Die Königin des Nordens

Als Fan von Historienfilmen bin ich immer auf der Suche nach interessanten Produktionen. Leider sind meistens die IMDb-Werte zu schwach oder die Geschichte klingt nicht spannend genug, um mich zu fesseln. Daher stand auch dieser Film lange auf meiner Watchlist bei Prime Video, ohne dass ich mich überwinden konnte, ihn mir anzusehen. Bis er auf die Liste der Filme landete, die bald von der Plattform entfernt werden. Tja, und dann hatte ich plötzlich das Gefühl, ich könnte ja was verpassen. Voll FOMO.

Die Königin des Nordens

Margarete I. (Trine Dyrholm), Königin von Dänemark, Norwegen und Schweden, hat erfolgreich alle drei Länder in der Kalmarer Union vereint und ihren Großneffen und Adoptivsohn Erik von Pommern (Morton Hee Andersen) als Herrscher auf den Thron gesetzt.

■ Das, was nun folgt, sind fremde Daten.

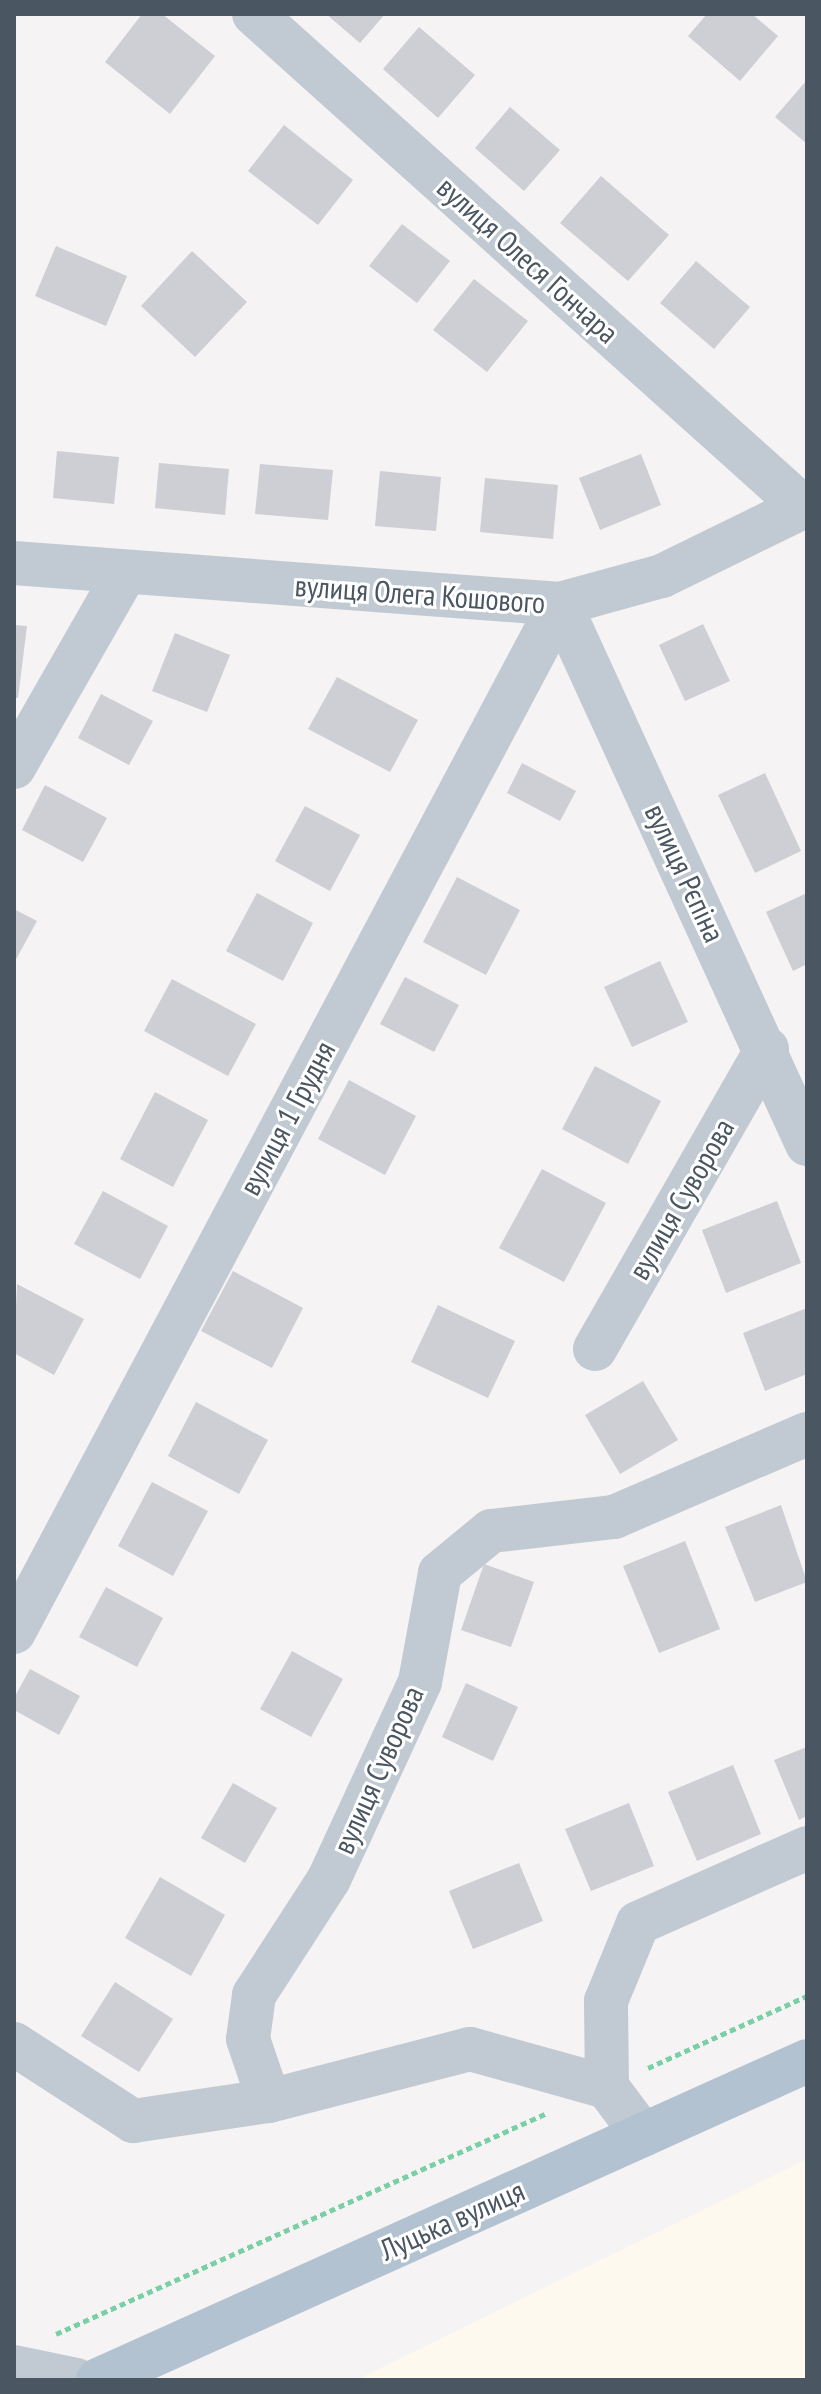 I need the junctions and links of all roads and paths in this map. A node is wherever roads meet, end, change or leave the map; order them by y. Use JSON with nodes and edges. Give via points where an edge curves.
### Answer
{"nodes":[{"id":1,"x":254,"y":14,"type":"edge"},
{"id":2,"x":805,"y":505,"type":"edge"},
{"id":3,"x":14,"y":563,"type":"edge"},
{"id":4,"x":125,"y":573,"type":"junction"},
{"id":5,"x":560,"y":604,"type":"junction"},
{"id":6,"x":14,"y":767,"type":"edge"},
{"id":7,"x":767,"y":1049,"type":"junction"},
{"id":8,"x":807,"y":1144,"type":"edge"},
{"id":9,"x":595,"y":1349,"type":"dead end"},
{"id":10,"x":807,"y":1434,"type":"edge"},
{"id":11,"x":14,"y":1632,"type":"edge"},
{"id":12,"x":807,"y":1848,"type":"edge"},
{"id":13,"x":807,"y":1996,"type":"edge"},
{"id":14,"x":14,"y":2044,"type":"edge"},
{"id":15,"x":807,"y":2061,"type":"edge"},
{"id":16,"x":607,"y":2087,"type":"junction"},
{"id":17,"x":269,"y":2101,"type":"junction"},
{"id":18,"x":549,"y":2112,"type":"dead end"},
{"id":19,"x":643,"y":2135,"type":"junction"},
{"id":20,"x":28,"y":2353,"type":"edge"},
{"id":21,"x":77,"y":2380,"type":"edge"},
{"id":22,"x":98,"y":2380,"type":"edge"}],
"edges":[{"from":1,"to":2,"type":"street","name":"вулиця Олеся Гончара"},
{"from":2,"to":5,"type":"street","name":"вулиця Олега Кошового","via":[[662,576]]},
{"from":3,"to":4,"type":"street","name":"вулиця Олега Кошового"},
{"from":4,"to":5,"type":"street","name":"вулиця Олега Кошового"},
{"from":4,"to":6,"type":"street"},
{"from":5,"to":7,"type":"street","name":"вулиця Рєпіна"},
{"from":5,"to":11,"type":"street","name":"вулиця 1 Грудня"},
{"from":7,"to":8,"type":"street","name":"вулиця Рєпіна"},
{"from":7,"to":9,"type":"street","name":"вулиця Суворова"},
{"from":10,"to":17,"type":"street","name":"вулиця Суворова","via":[[614,1517],[491,1531],[440,1573],[420,1682],[329,1879],[254,1995],[248,2039]]},
{"from":12,"to":16,"type":"street","via":[[638,1923],[606,2001]]},
{"from":13,"to":16,"type":"path"},
{"from":14,"to":17,"type":"street","via":[[133,2121]]},
{"from":15,"to":19,"type":"main road","name":"Луцька вулиця"},
{"from":16,"to":17,"type":"street","via":[[470,2049]]},
{"from":16,"to":19,"type":"street"},
{"from":18,"to":20,"type":"path"},
{"from":19,"to":22,"type":"main road","name":"Луцька вулиця"},
{"from":20,"to":21,"type":"street"}]}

Auf Schloss Kalmar kommen 1402 nun die führenden Adeligen der drei Länder zusammen, um der bevorstehenden Verlobung zwischen Erik und Prinzessin Philippa von England beizuwohnen. Doch plötzlich macht ein Gerücht die Runde: Margaretes Sohn und rechtmäßiger Erbe Olav, der vor fünfzehn Jahren unter mysteriösen Umständen starb, soll gar nicht tot sein, sondern wurde all die Jahre in Preußen gefangen gehalten. Nun ist er geflohen und erscheint vor der Königin.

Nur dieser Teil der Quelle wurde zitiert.